I want to compute the bearing between two points on the same face, given their Cartesian coordinates.

My hunch was to use SVD to rotate to points into their natural axes,and extract the Euler angles in each dimension from the rotation matrix, which I have done. But I'm not really sure how (or if) to go from there.

EDIT: The bearing with respect to the plane. That is, if the the polyhedron was a cube who's edges were parallel to the axes, then the problem reduces to the 2D bearing, as discussed here becuase the two points would have equal values in one dimension. Essentially, I want to solve that problem when my plane is not the xy plane, but I know its normal.
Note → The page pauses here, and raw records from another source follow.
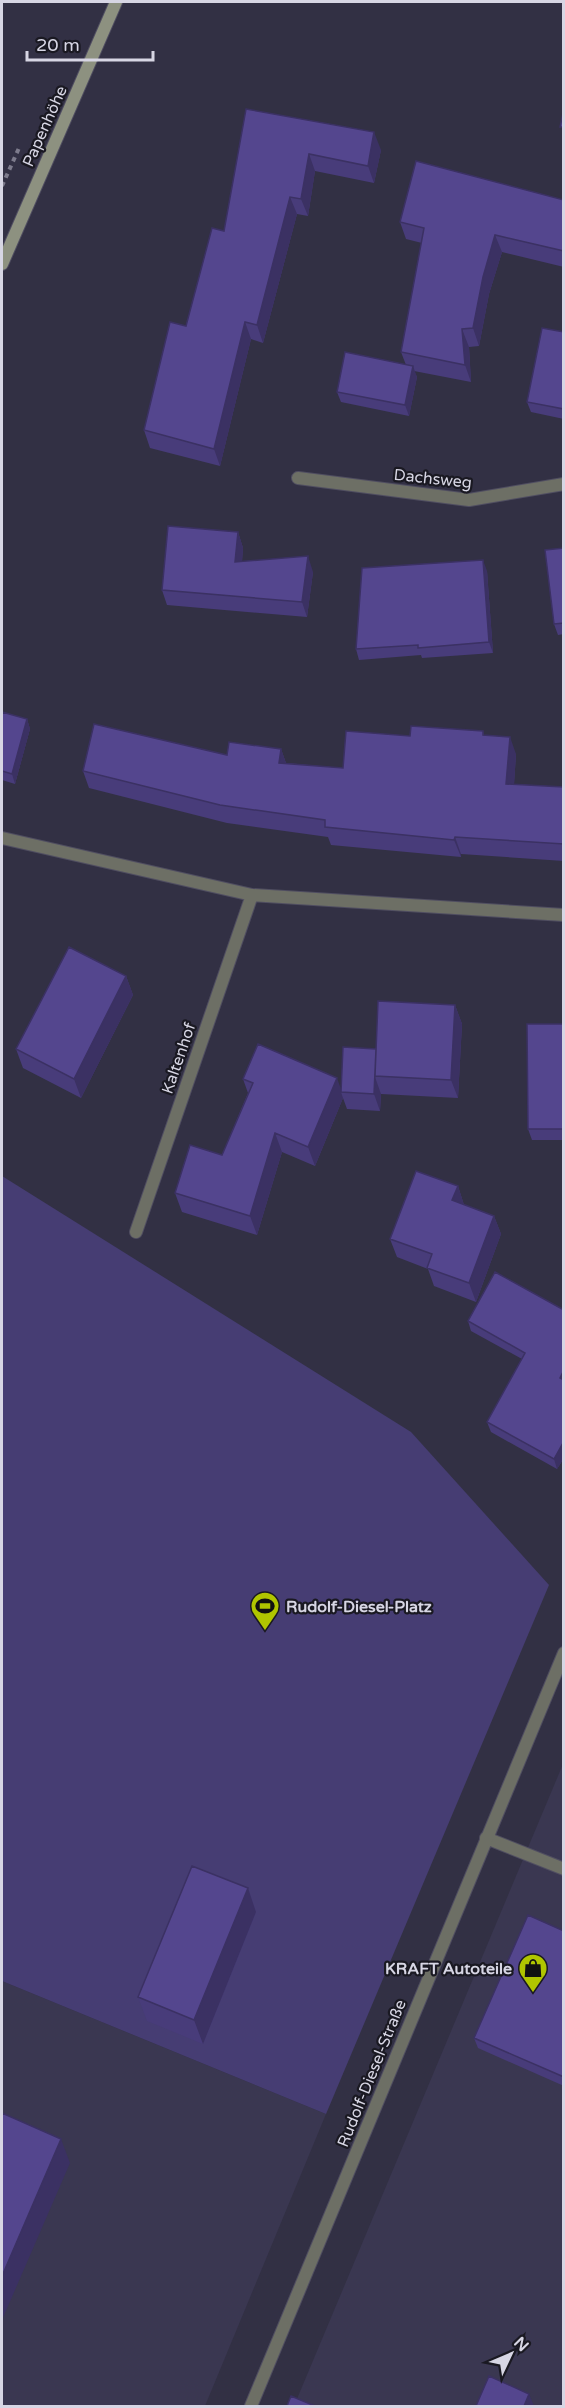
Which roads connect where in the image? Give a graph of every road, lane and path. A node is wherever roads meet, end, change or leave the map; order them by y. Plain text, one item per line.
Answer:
1 (116, 2) edge
2 (2, 264) edge
3 (298, 478) dead end
4 (564, 484) edge
5 (2, 838) edge
6 (252, 895) junction
7 (564, 915) edge
8 (136, 1232) dead end
9 (564, 1653) edge
10 (486, 1838) junction
11 (564, 1869) edge
12 (251, 2406) edge

1 - 2 main road, Papenhöhe
3 - 4 street, Dachsweg
5 - 6 street
6 - 7 street
6 - 8 street, Kaltenhof
9 - 10 street, Rudolf-Diesel-Straße
10 - 11 street
10 - 12 street, Rudolf-Diesel-Straße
EDIT2: If my surface were a sphere of known radius, I could compute the latitude and longitude from the Cartesian coordinates and then calculate the azimuth from one point to the other. I want a value analogous to the azimuth for a polyhedral surface, given that the points are on the same face.

Answer 1

The "bearing" between two points $(x_1,y_1,z_1)$ and $(x_2,y_2,z_2)$ depends upon the point $(x_0,y_0,z_0)$ from which one is taking the bearing.

If $\vec{u}=\langle x_1-x_0,y_1-y_0,z_1-z_0\rangle$ and $\vec{v}=\langle x_2-x_0,y_2-y_0,z_2-z_0\rangle$ then one only needs the law of cosines to find the angle $\theta$ between vectors $\vec{u}$ and $\vec{v}$.

$$\cos\theta=\frac{\vec{u}\cdot\vec{v}}{\Vert\vec{u}\Vert\cdot\Vert\vec{v}\Vert}$$